There may be minor modifications to the description as we nail down a few
measures
- Q: Each target word will have at least one substitute?
A: Yes all words will have at least 1 substitute. We are going to weed out
cases which are clearly problematic
- Q: Is it true that the word types (lexelt items) included in the trial
data (e.g. bright, film, take, etc) are not necessarily the words that you
will include in the test data?
A: You are correct that the words in the trial dataset are not those that
will be in the test set.
- Q: Will there be any training data? If so, will those lexelt items be
representative of the test data, or will it be similar to the trial data
(in that you make no claims about those words appearing in the test data)?
A: There is no training data. (full description "For this reason we will
not provide training data since this would mean we would need to
specify potential substitutes in advance. "). There is no guarantee
how the test words will behave and what the synonyms will be. We are
not certain yet how much data we can get annotated in time. We should
have 1500 test sentences at minimum (but hopefully more). Each word
will have 10 sentences (there may be one or two sentences taken out if
they are problematic in some way). Some words are selected manually and
some randomly from lists of potential candidates. In the test data 20
(approx) words for each PoS will have sentences selected manually
(rather than the random process). This may mean that the sense
distribution in those sentences is not representative of the corpus as
a whole. As mentioned in our description we will provide breakdown of
scores for these 2 different sentence sampling approaches.
- Q: I don't understand why score.pl uses 298 as the total number of items in the trial data when there are 300?
A: This is because it only uses items with 2 or more non NIL and non proper name responses from the annotators (see document task10documentation.pdf)
- Q: We noticed that some suggested synonyms in the trial data were spelled in British English (e.g. bright.a #3 lists 'colourful' as the first suggested replacement). Will spelling differences be accounted for in the scoring, or should we make every effort to report our answers with British spellings?
A: The annotators are all British subjects so I would advise that you
provide substitutes with British spellings. (We do mention that all
subjects are living in the UK on the task description web page). Our subjects
are free to use American spellings though and we suspect that will happen
some of the time. We don't want to promise allowing for this in the
scoring in case we add rules which inadvertently cause errors.
- Q:
I have a question after learning about the examples you
provided. The word to be substituted may be not the basic form, for example
"<head>takes<\head>"
if we have find "last" as a correct substitution of "take" in this
given sentence, do we have to change "last" to "lasts". In other words, if
we output "last", whether it will be judged as correct?
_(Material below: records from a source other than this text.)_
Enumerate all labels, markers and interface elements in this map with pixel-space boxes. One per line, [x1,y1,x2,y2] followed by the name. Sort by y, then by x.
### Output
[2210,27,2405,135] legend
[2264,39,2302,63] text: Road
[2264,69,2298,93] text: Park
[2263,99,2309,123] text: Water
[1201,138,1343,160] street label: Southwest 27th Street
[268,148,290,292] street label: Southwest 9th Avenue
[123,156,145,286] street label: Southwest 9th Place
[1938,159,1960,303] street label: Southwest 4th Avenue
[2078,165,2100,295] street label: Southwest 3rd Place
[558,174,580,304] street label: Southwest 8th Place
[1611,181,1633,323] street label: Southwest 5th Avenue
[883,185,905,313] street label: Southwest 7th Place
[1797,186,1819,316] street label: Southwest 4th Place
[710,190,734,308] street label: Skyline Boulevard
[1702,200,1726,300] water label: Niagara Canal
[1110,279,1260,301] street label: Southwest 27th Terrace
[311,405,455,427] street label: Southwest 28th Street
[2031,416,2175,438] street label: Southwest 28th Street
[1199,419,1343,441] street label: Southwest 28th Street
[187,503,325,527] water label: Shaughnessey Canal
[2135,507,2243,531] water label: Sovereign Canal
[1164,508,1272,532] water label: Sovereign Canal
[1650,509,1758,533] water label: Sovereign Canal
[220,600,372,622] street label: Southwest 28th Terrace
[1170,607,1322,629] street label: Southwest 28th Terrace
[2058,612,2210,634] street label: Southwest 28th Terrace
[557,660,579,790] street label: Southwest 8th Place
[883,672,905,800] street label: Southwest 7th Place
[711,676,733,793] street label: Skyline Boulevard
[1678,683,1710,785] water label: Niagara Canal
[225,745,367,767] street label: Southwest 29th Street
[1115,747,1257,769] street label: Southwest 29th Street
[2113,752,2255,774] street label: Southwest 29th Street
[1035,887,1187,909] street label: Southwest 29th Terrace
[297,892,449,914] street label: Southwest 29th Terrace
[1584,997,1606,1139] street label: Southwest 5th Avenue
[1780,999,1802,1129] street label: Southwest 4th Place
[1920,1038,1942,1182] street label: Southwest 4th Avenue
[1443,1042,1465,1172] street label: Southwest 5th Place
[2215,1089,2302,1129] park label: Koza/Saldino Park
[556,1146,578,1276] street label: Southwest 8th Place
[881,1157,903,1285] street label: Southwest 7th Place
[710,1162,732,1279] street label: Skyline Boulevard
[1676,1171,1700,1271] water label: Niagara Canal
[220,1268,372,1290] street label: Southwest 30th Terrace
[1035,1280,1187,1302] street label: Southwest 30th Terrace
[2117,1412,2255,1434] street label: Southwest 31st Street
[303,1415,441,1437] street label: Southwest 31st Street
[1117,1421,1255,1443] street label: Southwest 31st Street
A: We are expecting substitutes in lemmatised form i.e. last
not lasts. This is stated in our documentation (see document task10documentation.pdf) and
is hopefully evident from the trial gold standard. The multiword
identification and detection subtask is perhaps more complicated in some
cases where it isn't obvious that the lemmatised form is the canonical one.
In these cases we take the response from the annotators 'as is'.
- Q: If we participate in the Best or OOT method, are we expected to come up with the multi-word synonyms?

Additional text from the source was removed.